Tour : Lino et la fierté du Maillot jaune

Tour : Lino et la fierté du Maillot jaune©Media365

Paul Rouget : publié le jeudi 27 août 2020 à 15h01

En 1992, Pascal Lino a porté le Maillot jaune pendant onze jours consécutifs. Une véritable fierté pour l'ancien coureur de RMO, même si on ne lui parle souvent "que de ça".


"On ne me parle que de ça au détriment du reste. On oublie souvent que j'ai gagné un Tour de l'avenir, une Coupe de France, que j'ai fait 5ème au général cette année-là." Interrogé par Europe 1 l'an dernier dans le cadre du centenaire du Tour de France, Pascal Lino était revenu sur cette édition 1992 où il a réussi à porter le Maillot jaune pendant onze jours, avant d'échouer au pied du podium. "Mais je suis tout de même très fier d'avoir porté le Maillot jaune pendant onze jours.

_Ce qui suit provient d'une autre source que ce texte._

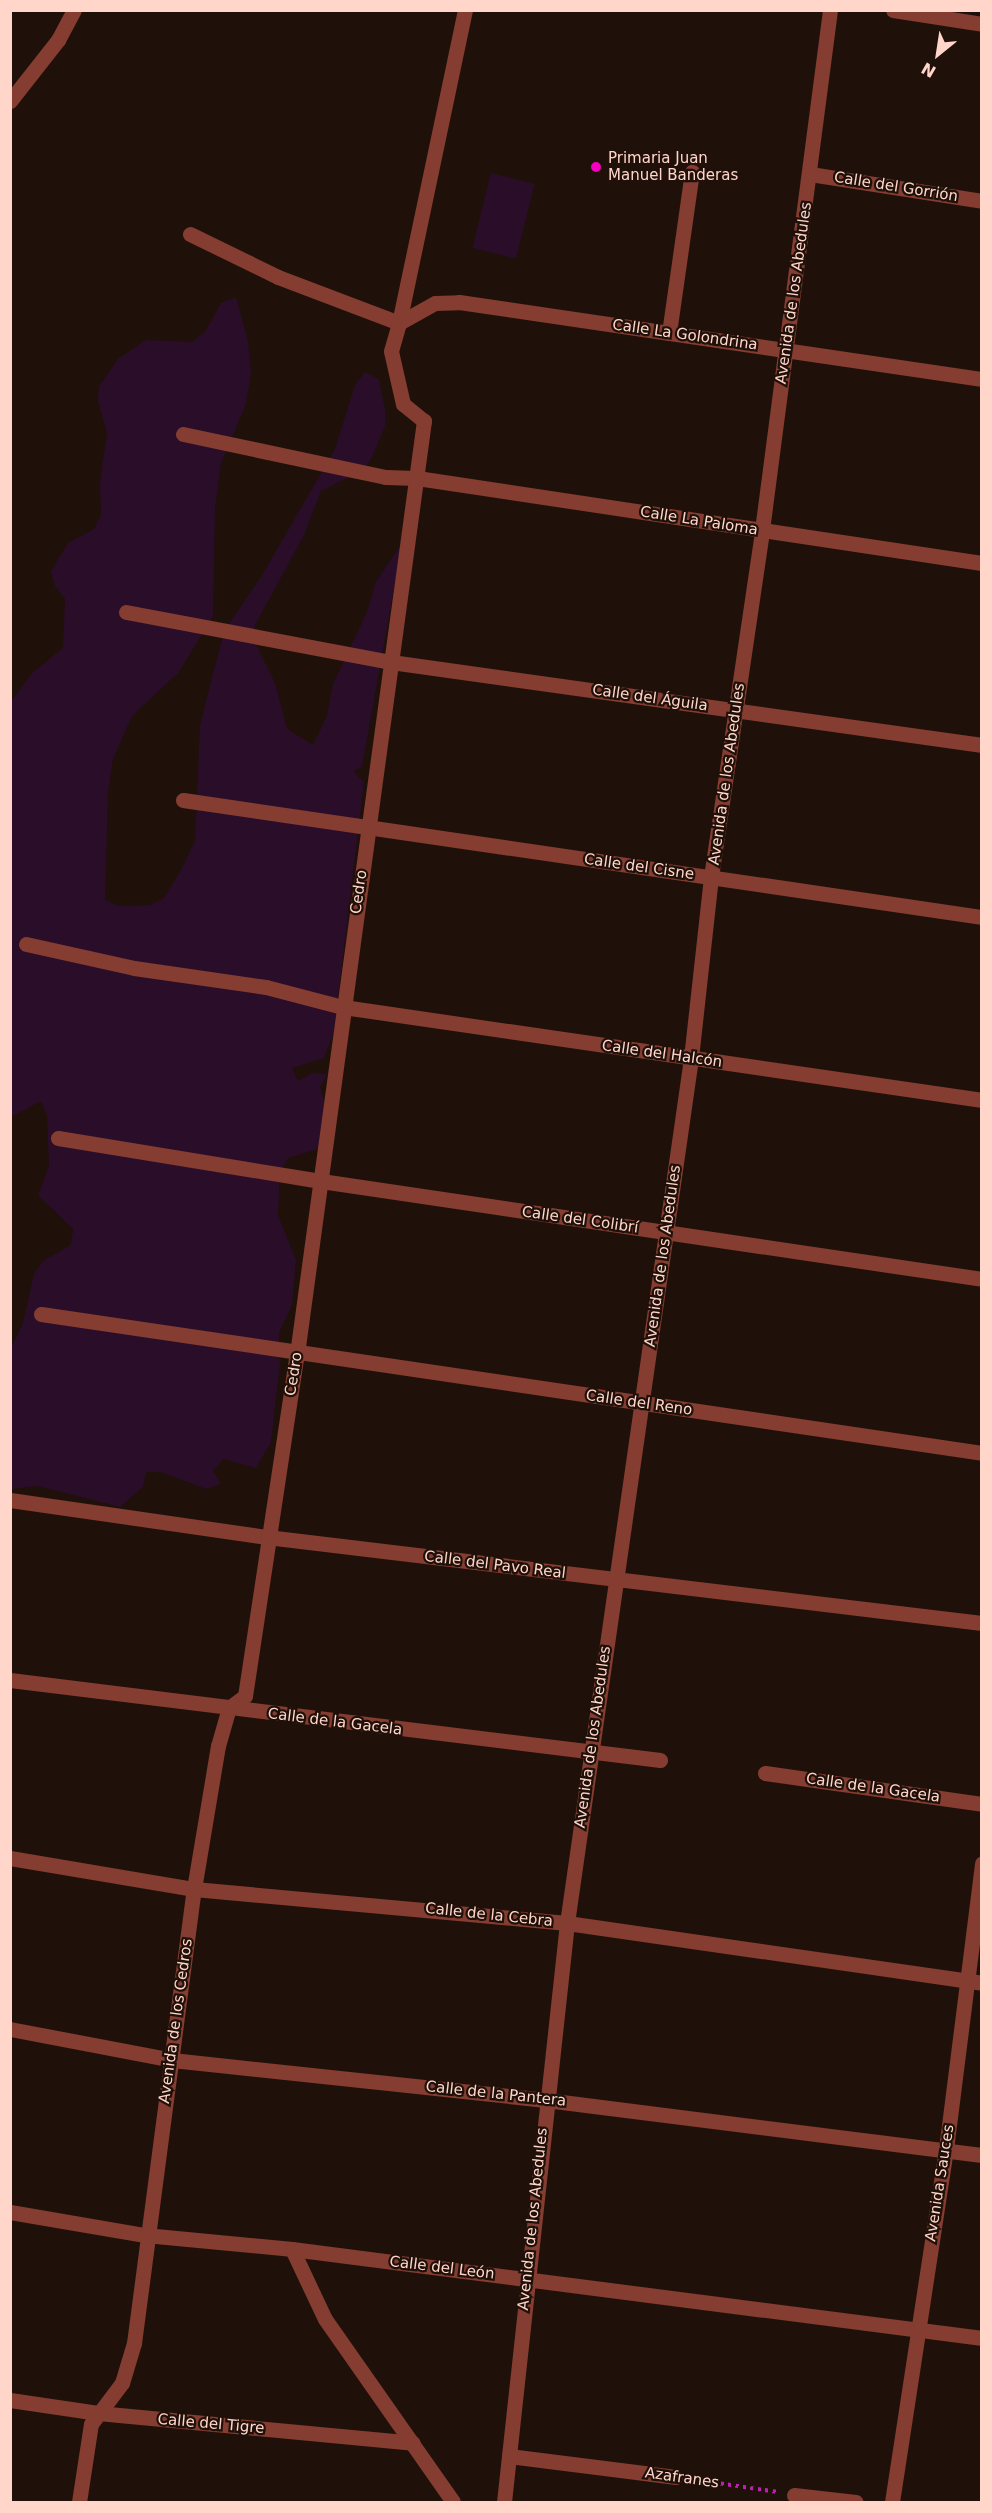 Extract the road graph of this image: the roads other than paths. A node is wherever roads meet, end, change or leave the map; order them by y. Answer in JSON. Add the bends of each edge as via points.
{"nodes":[{"id":1,"x":74,"y":10,"type":"edge"},
{"id":2,"x":465,"y":10,"type":"edge"},
{"id":3,"x":830,"y":10,"type":"edge"},
{"id":4,"x":893,"y":10,"type":"edge"},
{"id":5,"x":981,"y":24,"type":"edge"},
{"id":6,"x":10,"y":101,"type":"edge"},
{"id":7,"x":692,"y":172,"type":"dead end"},
{"id":8,"x":810,"y":174,"type":"junction"},
{"id":9,"x":981,"y":201,"type":"edge"},
{"id":10,"x":190,"y":234,"type":"dead end"},
{"id":11,"x":399,"y":323,"type":"junction"},
{"id":12,"x":669,"y":333,"type":"junction"},
{"id":13,"x":786,"y":350,"type":"junction"},
{"id":14,"x":981,"y":379,"type":"edge"},
{"id":15,"x":183,"y":435,"type":"dead end"},
{"id":16,"x":417,"y":478,"type":"junction"},
{"id":17,"x":762,"y":530,"type":"junction"},
{"id":18,"x":981,"y":563,"type":"edge"},
{"id":19,"x":126,"y":612,"type":"dead end"},
{"id":20,"x":391,"y":662,"type":"junction"},
{"id":21,"x":736,"y":711,"type":"junction"},
{"id":22,"x":981,"y":745,"type":"edge"},
{"id":23,"x":183,"y":800,"type":"dead end"},
{"id":24,"x":368,"y":827,"type":"junction"},
{"id":25,"x":711,"y":877,"type":"junction"},
{"id":26,"x":981,"y":917,"type":"edge"},
{"id":27,"x":26,"y":944,"type":"dead end"},
{"id":28,"x":343,"y":1007,"type":"junction"},
{"id":29,"x":691,"y":1058,"type":"junction"},
{"id":30,"x":981,"y":1100,"type":"edge"},
{"id":31,"x":58,"y":1138,"type":"dead end"},
{"id":32,"x":321,"y":1181,"type":"junction"},
{"id":33,"x":665,"y":1232,"type":"junction"},
{"id":34,"x":981,"y":1279,"type":"edge"},
{"id":35,"x":41,"y":1314,"type":"dead end"},
{"id":36,"x":297,"y":1354,"type":"junction"},
{"id":37,"x":642,"y":1404,"type":"junction"},
{"id":38,"x":981,"y":1453,"type":"edge"},
{"id":39,"x":10,"y":1500,"type":"edge"},
{"id":40,"x":267,"y":1538,"type":"junction"},
{"id":41,"x":615,"y":1580,"type":"junction"},
{"id":42,"x":981,"y":1623,"type":"edge"},
{"id":43,"x":10,"y":1680,"type":"edge"},
{"id":44,"x":229,"y":1708,"type":"junction"},
{"id":45,"x":591,"y":1750,"type":"junction"},
{"id":46,"x":660,"y":1760,"type":"dead end"},
{"id":47,"x":765,"y":1773,"type":"dead end"},
{"id":48,"x":981,"y":1804,"type":"edge"},
{"id":49,"x":10,"y":1858,"type":"edge"},
{"id":50,"x":981,"y":1863,"type":"edge"},
{"id":51,"x":194,"y":1889,"type":"junction"},
{"id":52,"x":567,"y":1923,"type":"junction"},
{"id":53,"x":974,"y":1982,"type":"edge"},
{"id":54,"x":10,"y":2029,"type":"edge"},
{"id":55,"x":172,"y":2060,"type":"junction"},
{"id":56,"x":546,"y":2100,"type":"junction"},
{"id":57,"x":946,"y":2149,"type":"junction"},
{"id":58,"x":981,"y":2155,"type":"edge"},
{"id":59,"x":10,"y":2212,"type":"edge"},
{"id":60,"x":145,"y":2235,"type":"junction"},
{"id":61,"x":292,"y":2249,"type":"junction"},
{"id":62,"x":527,"y":2279,"type":"junction"},
{"id":63,"x":918,"y":2330,"type":"junction"},
{"id":64,"x":981,"y":2338,"type":"edge"},
{"id":65,"x":10,"y":2400,"type":"edge"},
{"id":66,"x":98,"y":2413,"type":"junction"},
{"id":67,"x":413,"y":2443,"type":"junction"},
{"id":68,"x":508,"y":2456,"type":"junction"},
{"id":69,"x":676,"y":2476,"type":"road end"},
{"id":70,"x":794,"y":2495,"type":"road end"},
{"id":71,"x":79,"y":2502,"type":"edge"},
{"id":72,"x":453,"y":2502,"type":"edge"},
{"id":73,"x":504,"y":2502,"type":"edge"},
{"id":74,"x":856,"y":2502,"type":"edge"},
{"id":75,"x":892,"y":2502,"type":"edge"}],
"edges":[{"from":1,"to":6,"type":"street","via":[[58,40]]},
{"from":2,"to":11,"type":"street"},
{"from":3,"to":8,"type":"street","name":"Avenida de los Abedules"},
{"from":4,"to":5,"type":"street"},
{"from":7,"to":12,"type":"street"},
{"from":8,"to":9,"type":"street","name":"Calle del Gorrión"},
{"from":8,"to":13,"type":"street","name":"Avenida de los Abedules"},
{"from":10,"to":11,"type":"street","via":[[278,278]]},
{"from":11,"to":12,"type":"street","name":"Calle La Golondrina","via":[[435,303],[459,302]]},
{"from":11,"to":16,"type":"street","name":"Cedro","via":[[391,351],[403,404],[424,421]]},
{"from":12,"to":13,"type":"street","name":"Calle La Golondrina"},
{"from":13,"to":14,"type":"street","name":"Calle La Golondrina"},
{"from":13,"to":17,"type":"street","name":"Avenida de los Abedules"},
{"from":15,"to":16,"type":"street","name":"Calle La Paloma","via":[[385,477]]},
{"from":16,"to":17,"type":"street","name":"Calle La Paloma"},
{"from":16,"to":20,"type":"street","name":"Cedro"},
{"from":17,"to":18,"type":"street","name":"Calle La Paloma"},
{"from":17,"to":21,"type":"street","name":"Avenida de los Abedules"},
{"from":19,"to":20,"type":"street","name":"Calle del Águila"},
{"from":20,"to":21,"type":"street","name":"Calle del Águila"},
{"from":20,"to":24,"type":"street","name":"Cedro"},
{"from":21,"to":22,"type":"street","name":"Calle del Águila"},
{"from":21,"to":25,"type":"street","name":"Avenida de los Abedules"},
{"from":23,"to":24,"type":"street","name":"Calle del Cisne"},
{"from":24,"to":25,"type":"street","name":"Calle del Cisne"},
{"from":24,"to":28,"type":"street","name":"Cedro"},
{"from":25,"to":26,"type":"street","name":"Calle del Cisne"},
{"from":25,"to":29,"type":"street","name":"Avenida de los Abedules"},
{"from":27,"to":28,"type":"street","name":"Calle del Halcón","via":[[134,968],[266,987]]},
{"from":28,"to":29,"type":"street","name":"Calle del Halcón"},
{"from":28,"to":32,"type":"street","name":"Cedro"},
{"from":29,"to":30,"type":"street","name":"Calle del Halcón"},
{"from":29,"to":33,"type":"street","name":"Avenida de los Abedules"},
{"from":31,"to":32,"type":"street","name":"Calle del Colibrí"},
{"from":32,"to":33,"type":"street","name":"Calle del Colibrí"},
{"from":32,"to":36,"type":"street","name":"Cedro"},
{"from":33,"to":34,"type":"street","name":"Calle del Colibrí"},
{"from":33,"to":37,"type":"street","name":"Avenida de los Abedules"},
{"from":35,"to":36,"type":"street","name":"Calle del Reno"},
{"from":36,"to":37,"type":"street","name":"Calle del Reno"},
{"from":36,"to":40,"type":"street","name":"Cedro"},
{"from":37,"to":38,"type":"street","name":"Calle del Reno"},
{"from":37,"to":41,"type":"street","name":"Avenida de los Abedules"},
{"from":39,"to":40,"type":"street","name":"Calle del Pavo Real"},
{"from":40,"to":41,"type":"street","name":"Calle del Pavo Real"},
{"from":40,"to":44,"type":"street","name":"Avenida de los Cedros","via":[[245,1696]]},
{"from":41,"to":42,"type":"street","name":"Calle del Pavo Real"},
{"from":41,"to":45,"type":"street","name":"Avenida de los Abedules"},
{"from":43,"to":44,"type":"street","name":"Calle de la Gacela"},
{"from":44,"to":45,"type":"street","name":"Calle de la Gacela"},
{"from":44,"to":51,"type":"street","name":"Avenida de los Cedros","via":[[218,1746]]},
{"from":45,"to":46,"type":"street","name":"Calle de la Gacela"},
{"from":45,"to":52,"type":"street","name":"Avenida de los Abedules"},
{"from":47,"to":48,"type":"street","name":"Calle de la Gacela"},
{"from":49,"to":51,"type":"street","name":"Calle de la Cebra"},
{"from":50,"to":53,"type":"street","name":"Avenida Sauces"},
{"from":51,"to":52,"type":"street","name":"Calle de la Cebra"},
{"from":51,"to":55,"type":"street","name":"Avenida de los Cedros"},
{"from":52,"to":53,"type":"street","name":"Calle de la Cebra"},
{"from":52,"to":56,"type":"street","name":"Avenida de los Abedules"},
{"from":53,"to":57,"type":"street","name":"Avenida Sauces"},
{"from":54,"to":55,"type":"street","name":"Calle de la Pantera"},
{"from":55,"to":56,"type":"street","name":"Calle de la Pantera"},
{"from":55,"to":60,"type":"street","name":"Avenida de los Cedros"},
{"from":56,"to":57,"type":"street","name":"Calle de la Pantera"},
{"from":56,"to":62,"type":"street","name":"Avenida de los Abedules"},
{"from":57,"to":58,"type":"street","name":"Calle de la Pantera"},
{"from":57,"to":63,"type":"street","name":"Avenida Sauces"},
{"from":59,"to":60,"type":"street","name":"Calle del León"},
{"from":60,"to":61,"type":"street","name":"Calle del León"},
{"from":60,"to":66,"type":"street","name":"Avenida de los Cedros","via":[[130,2361],[122,2383]]},
{"from":61,"to":62,"type":"street","name":"Calle del León"},
{"from":61,"to":67,"type":"street","via":[[325,2319]]},
{"from":62,"to":63,"type":"street","name":"Calle del León"},
{"from":62,"to":68,"type":"street","name":"Avenida de los Abedules"},
{"from":63,"to":64,"type":"street","name":"Calle del León"},
{"from":63,"to":75,"type":"street","name":"Avenida Sauces"},
{"from":65,"to":66,"type":"street","name":"Calle del Tigre"},
{"from":66,"to":67,"type":"street","name":"Calle del Tigre"},
{"from":66,"to":71,"type":"street","name":"Avenida de los Cedros","via":[[91,2424]]},
{"from":67,"to":72,"type":"street"},
{"from":68,"to":69,"type":"street","name":"Azafranes"},
{"from":68,"to":73,"type":"street","name":"Avenida de los Abedules"},
{"from":70,"to":74,"type":"street"}]}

Aujourd'hui, ça reste un super souvenir", avouait-il néanmoins. 

Il prend le Maillot à Virenque

Qu'il le veuille ou non, ce Tour de France 1992 restera comme le principal fait d'armes d'une carrière débutée en 1988 chez RMO et terminée en 2001 chez Festina. Cette fameuse année 1992, qu'on lui rappelle donc régulièrement, c'est lors de la troisième étape, entre Pau et Bordeaux, qu'il parvient à se glisser dans une échappée d'une dizaine de coureurs, qui va aller au bout avec plusieurs minutes d'avance sur le peloton. Et si c'est le Néerlandais Rob Harmeling qui s'impose en Gironde, Lino, quatrième, s'empare du Maillot jaune au détriment de son coéquipier Richard Virenque, qui découvre le Tour

"Très déçu sur le moment"

"Je suis très déçu sur le moment, parce que c'était surtout la victoire d'étape qui m'intéressait, se souvient-il. Je m'étais dit, le Maillot, c'est bien, mais je vais peut-être le porter une journée, deux journées. Je ne pensais pas à ce moment-là le porter onze jours..." Il réussira à conserver la prestigieuse tunique lors des premières étapes de montagne, et ne la cédera qu'au futur vainqueur, Miguel Indurain, à l'issue de la 13e étape, entre Saint-Gervais et Sestrières. Le coureur des Yvelines se classera finalement cinquième à Paris, à moins de quatre minutes de Gianni Bugno et du podium. Sa belle histoire avec le Tour n'était pas terminée, puisqu'il décrochera cette victoire d'étape qu'il désirait tant l'année suivante à Perpignan.